Те, кто еще несколько минут назад смотрел на меня волком, теперь наперебой извинялись и восхищались. Но Дис опять безжалостно обрубил этот поток щенячьего восторга.
— Возможно, вы хотите сказать еще что-нибудь, босс?
Теперь я смотрел в его глаза без страха, кажется, в состоянии читать его мысли, если только он сам этого захочет.
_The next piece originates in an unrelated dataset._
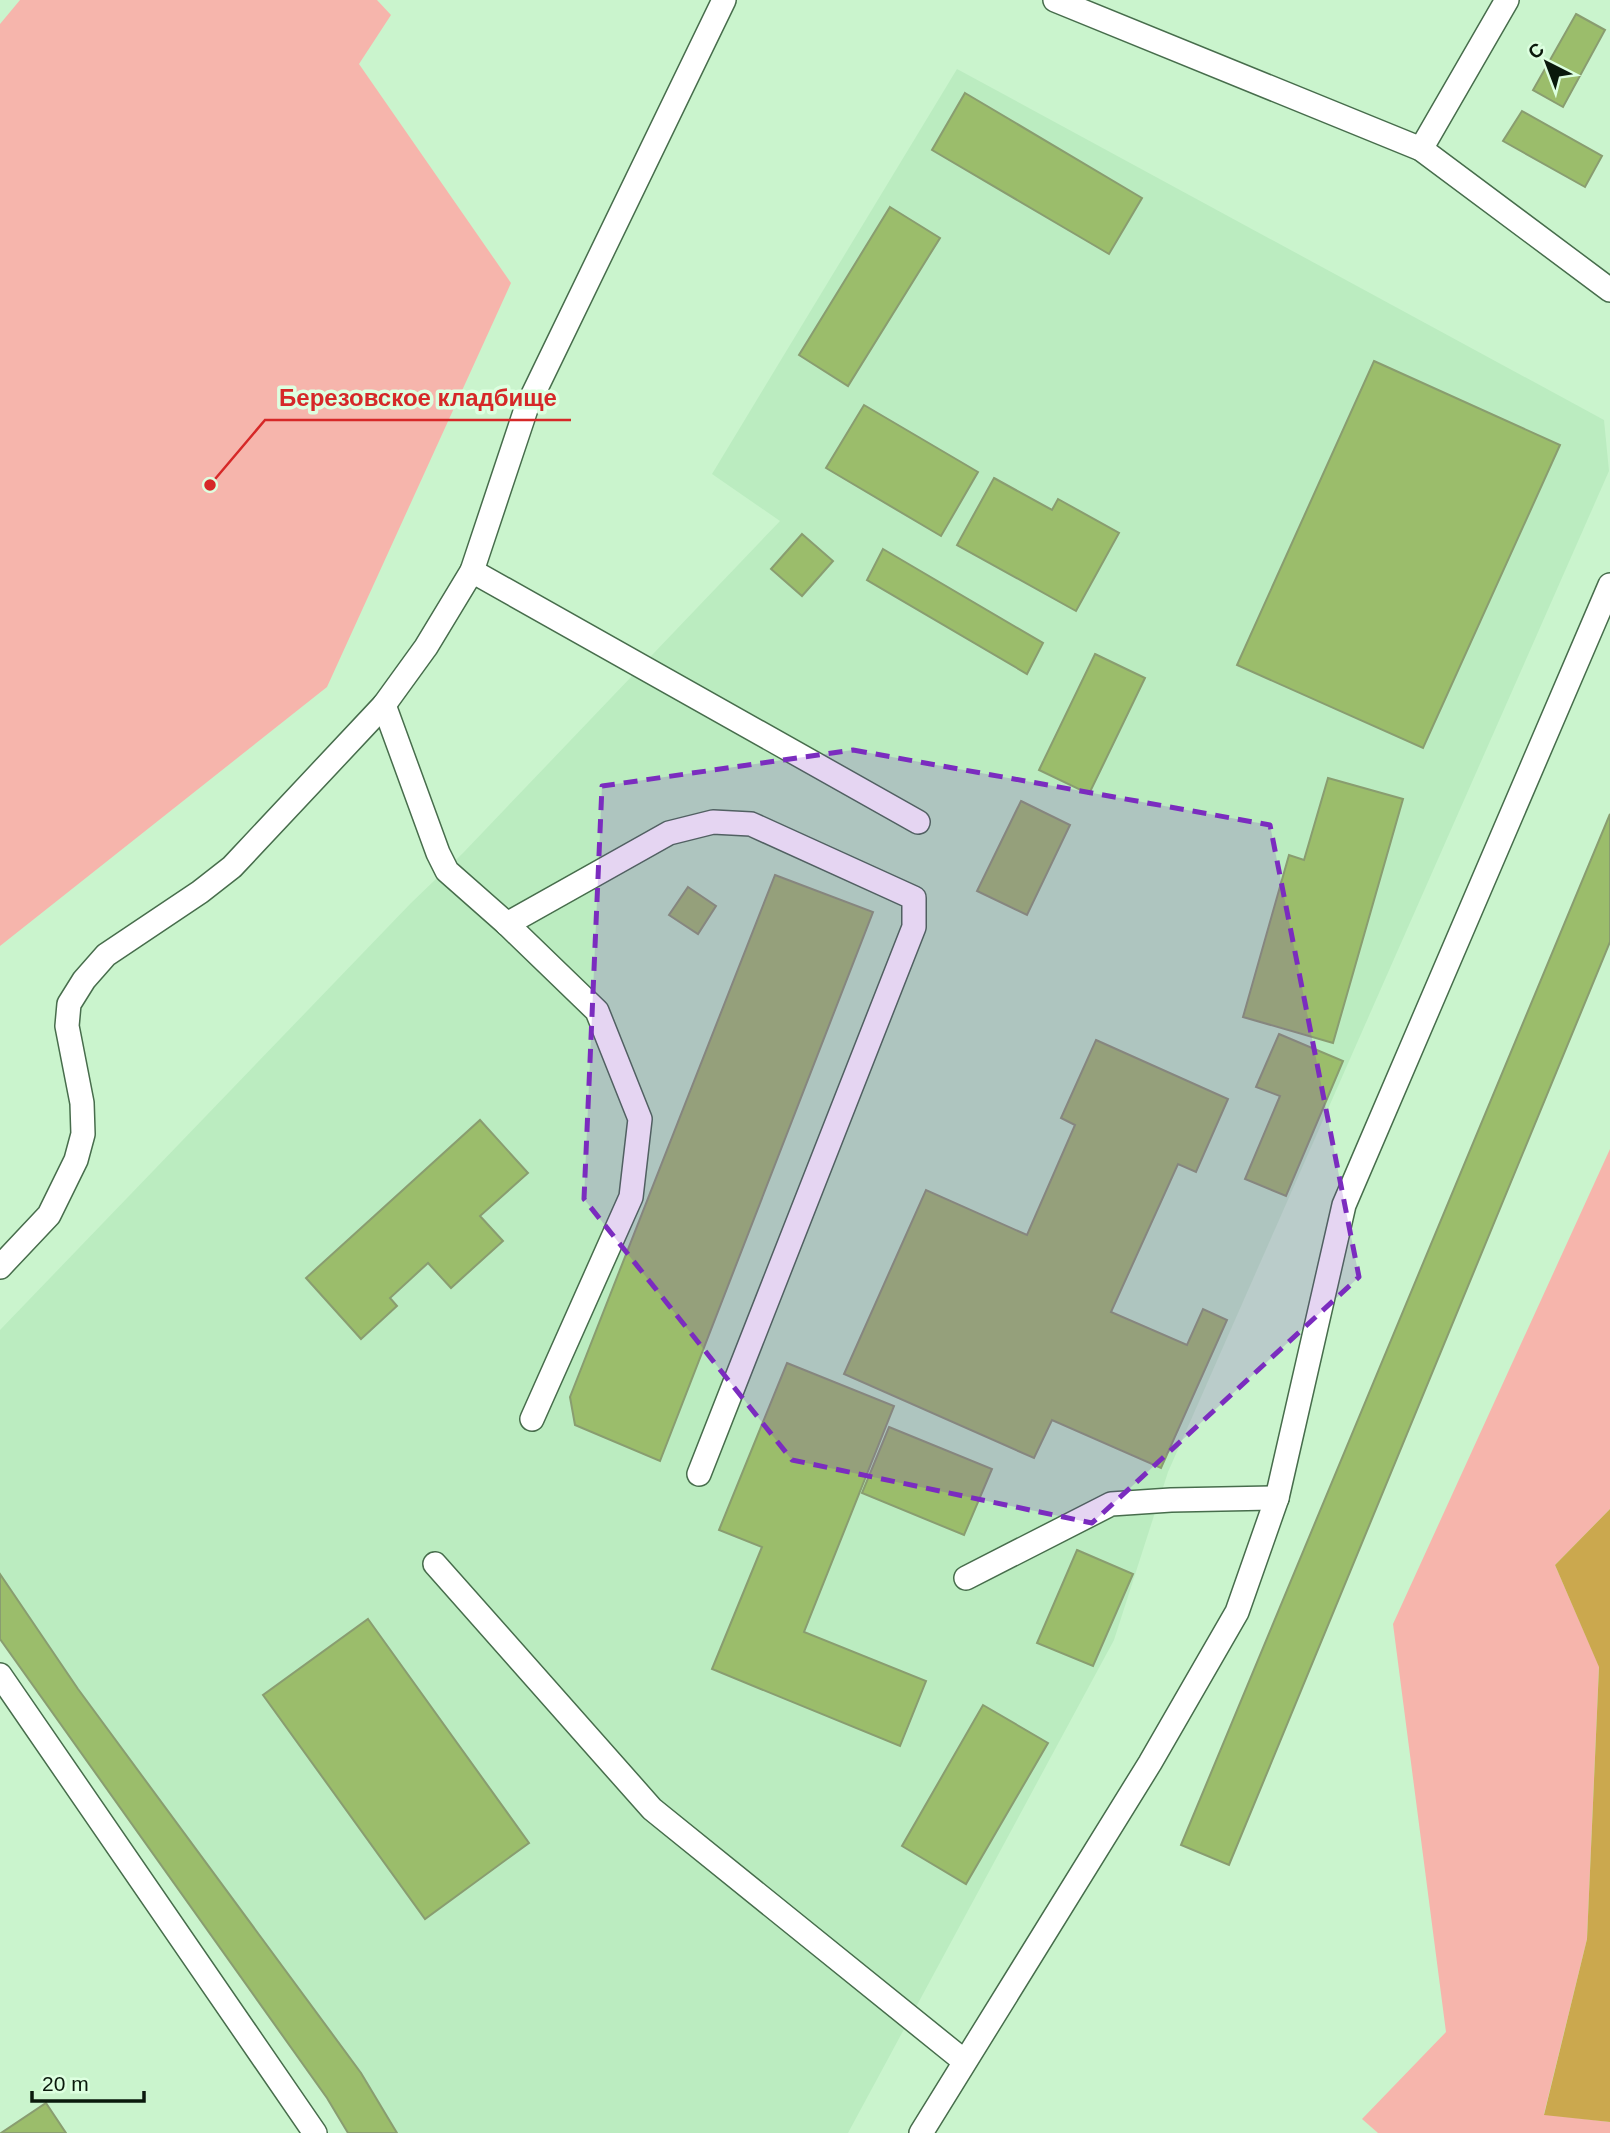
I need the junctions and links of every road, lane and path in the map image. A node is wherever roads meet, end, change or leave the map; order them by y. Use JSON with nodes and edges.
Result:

Десница был самым невероятным человеком из тех, кто ходил под небом. Его ум был молниеносным. Сила — несомненной. Уверенность — основательной. Смелость выглядела как пренебрежительное безразличие. Через любую неприятность он перешагивал со спокойным достоинством.
Смотря в его глаза, я с тоской понял, что всю жизнь мечтал о таком старшем брате. Я хочу стать похожим на него.
— Прежде всего я хотел бы поблагодарить отважных воинов своего клана за преданность и терпение. Благодаря вам я вернулся домой отмщенным. — В меня вливалась уверенность с каждым словом. Я действительно верил в то, что говорю, словно память уже вернулась ко мне, и я могу по именам назвать каждого, стоящего в этом зале. — Я скорблю о многочисленных потерях, которые понес наш клан, прежде чем вернуть отобранную некогда Иберией свободу и честь. Теперь же мы независимы и едины, и не позволим никому изменить это. — Послышались одобрительные выкрики. — Прежде чем вы разойдетесь праздновать, я хотел бы обратиться к своему заместителю. — В помещении огромном, как аравийская пустыня, осела тишина. — Больше никогда не перебивай меня, Дис.
Могу поспорить, я увидел мимолетную понимающую ухмылку.
— Скорее уж я отрежу себе вторую руку.